Available data
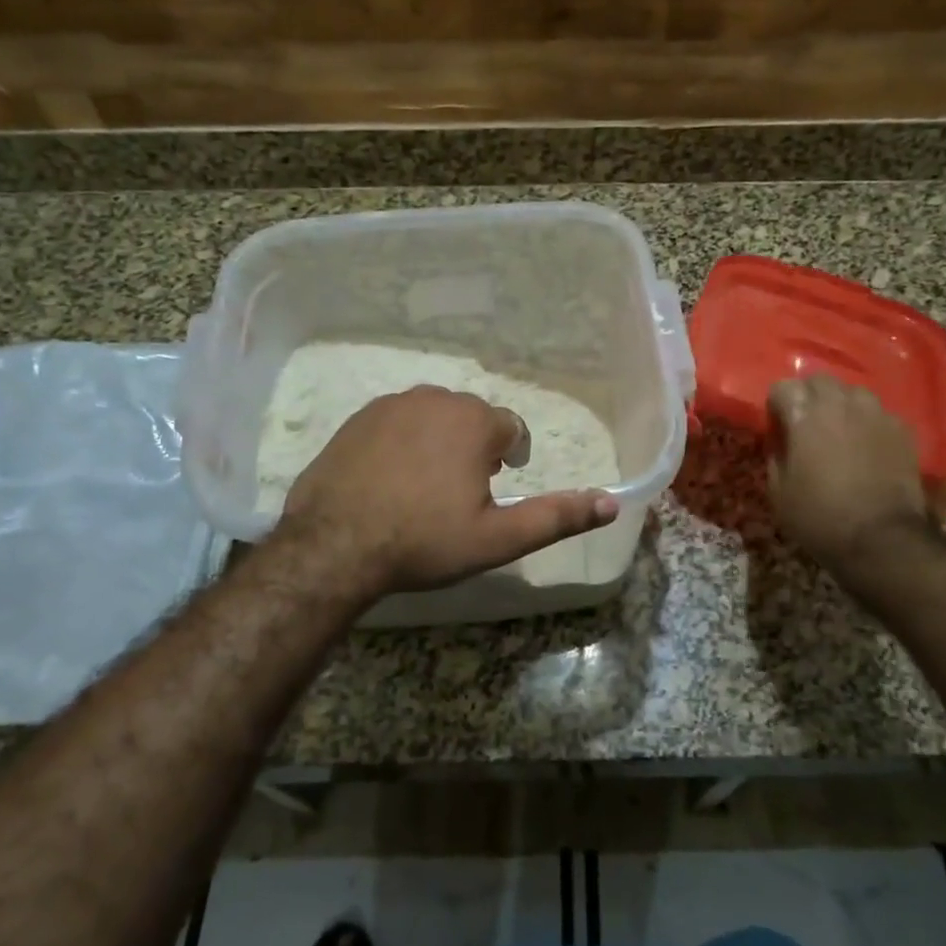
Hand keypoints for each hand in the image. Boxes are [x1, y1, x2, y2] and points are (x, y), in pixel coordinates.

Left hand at [277, 385, 618, 594]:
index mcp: (474, 421)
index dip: (511, 456)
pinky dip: (402, 442)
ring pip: (432, 418)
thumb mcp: (498, 538)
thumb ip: (557, 517)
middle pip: (471, 419)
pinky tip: (390, 479)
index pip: (511, 428)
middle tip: (463, 492)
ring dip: (439, 442)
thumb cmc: (424, 541)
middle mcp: (435, 399)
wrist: (333, 546)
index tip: (499, 483)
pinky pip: (395, 423)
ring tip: (427, 486)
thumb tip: (612, 504)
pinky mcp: (356, 419)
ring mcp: (390, 405)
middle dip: (475, 448)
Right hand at [767, 375, 928, 572]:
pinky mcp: (902, 429)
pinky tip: (867, 447)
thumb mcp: (778, 490)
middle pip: (818, 381)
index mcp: (803, 414)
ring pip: (852, 392)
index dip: (777, 406)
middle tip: (806, 425)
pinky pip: (878, 414)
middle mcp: (840, 402)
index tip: (778, 427)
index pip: (782, 387)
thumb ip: (776, 453)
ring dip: (840, 405)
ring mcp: (875, 413)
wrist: (881, 539)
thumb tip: (782, 439)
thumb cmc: (819, 516)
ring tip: (839, 431)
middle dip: (808, 397)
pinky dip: (868, 423)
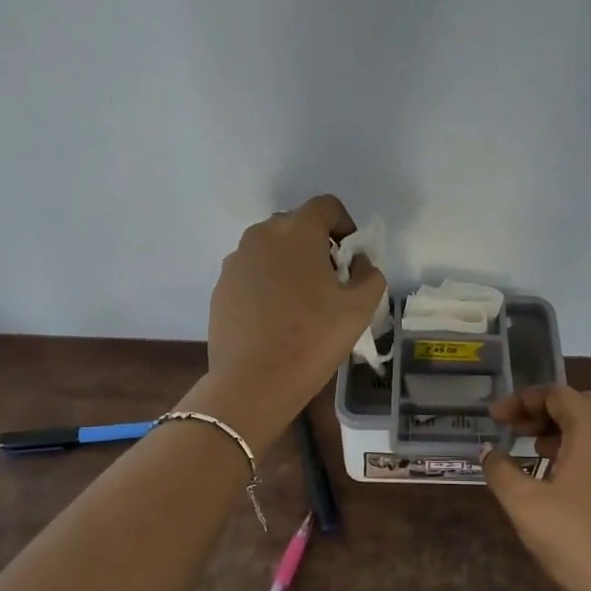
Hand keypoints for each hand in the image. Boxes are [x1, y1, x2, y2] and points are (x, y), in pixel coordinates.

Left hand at [201, 196, 386, 432]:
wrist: (253, 383)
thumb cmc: (313, 339)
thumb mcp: (360, 308)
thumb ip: (369, 274)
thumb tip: (358, 263)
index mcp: (297, 231)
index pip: (326, 206)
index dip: (345, 227)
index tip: (350, 260)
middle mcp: (261, 235)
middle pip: (296, 225)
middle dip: (316, 245)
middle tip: (329, 283)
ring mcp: (236, 261)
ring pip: (271, 249)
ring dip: (289, 263)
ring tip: (301, 303)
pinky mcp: (221, 286)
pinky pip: (251, 272)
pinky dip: (267, 283)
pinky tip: (275, 319)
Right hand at [481, 385, 590, 590]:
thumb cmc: (575, 540)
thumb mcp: (524, 505)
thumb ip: (501, 471)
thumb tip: (488, 451)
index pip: (557, 394)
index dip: (522, 400)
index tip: (496, 418)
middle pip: (581, 403)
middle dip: (545, 410)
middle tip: (518, 428)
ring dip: (565, 428)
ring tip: (536, 450)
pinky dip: (582, 448)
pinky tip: (563, 479)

Task directions
Return the records word for word, leaving every picture out of the copy.

Answer section
Hand keypoints for each hand in the image. Boxes are [x1, y1, x2, y2] and points are (x, y), in pixel coordinates.

Left hand at [277, 385, 618, 594]:
index mcp: (474, 421)
index dip: (511, 456)
pinky dip: (402, 442)
ring pip: (432, 418)
thumb mcp: (498, 538)
thumb ip: (557, 517)
middle pip: (471, 419)
pinky tip: (390, 479)
index pip: (511, 428)
middle tip: (463, 492)
ring dip: (439, 442)
thumb cmc: (424, 541)
middle mcp: (435, 399)
wrist: (333, 546)
index tip: (499, 483)
pinky pip: (395, 423)
ring tip: (427, 486)
thumb tip: (612, 504)
pinky mcp: (356, 419)
ring mcp: (390, 405)
middle dip: (475, 448)
Right hand at [767, 375, 928, 572]:
pinky mcp: (902, 429)
pinky tip: (867, 447)
thumb mcp: (778, 490)
middle pip: (818, 381)
index mcp: (803, 414)
ring pip: (852, 392)
index dip: (777, 406)
middle tip: (806, 425)
pinky pip: (878, 414)
middle mcp: (840, 402)
index tip: (778, 427)
index pip: (782, 387)
thumb ip: (776, 453)
ring dip: (840, 405)
ring mcp: (875, 413)
wrist: (881, 539)
thumb tip: (782, 439)
thumb cmc: (819, 516)
ring tip: (839, 431)
middle dip: (808, 397)
pinky dip: (868, 423)
Hand keypoints for each hand in the image. Boxes are [x1, y1, x2, y2] and points are (x, y), in pixel coordinates.

Left hand at [201, 196, 386, 432]:
wrist: (253, 383)
thumb cmc: (313, 339)
thumb mcp: (360, 308)
thumb ip: (369, 274)
thumb tip: (358, 263)
index mcp: (297, 231)
index pip: (326, 206)
index dip: (345, 227)
index tip: (350, 260)
middle mcp: (261, 235)
middle pip: (296, 225)
middle dip: (316, 245)
middle tip: (329, 283)
ring mcp: (236, 261)
ring pip: (271, 249)
ring dip: (289, 263)
ring tip: (301, 303)
pinky mcp: (221, 286)
pinky pip: (251, 272)
pinky dip: (267, 283)
pinky tip: (275, 319)
Right hand at [481, 385, 590, 590]:
thumb cmc: (575, 540)
thumb mcp: (524, 505)
thumb ip: (501, 471)
thumb tip: (488, 451)
index pip: (557, 394)
index dip: (522, 400)
index tip: (496, 418)
middle pip: (581, 403)
middle dip: (545, 410)
middle tip: (518, 428)
ring dip: (565, 428)
ring tip: (536, 450)
pinky dip: (582, 448)
pinky tip: (563, 479)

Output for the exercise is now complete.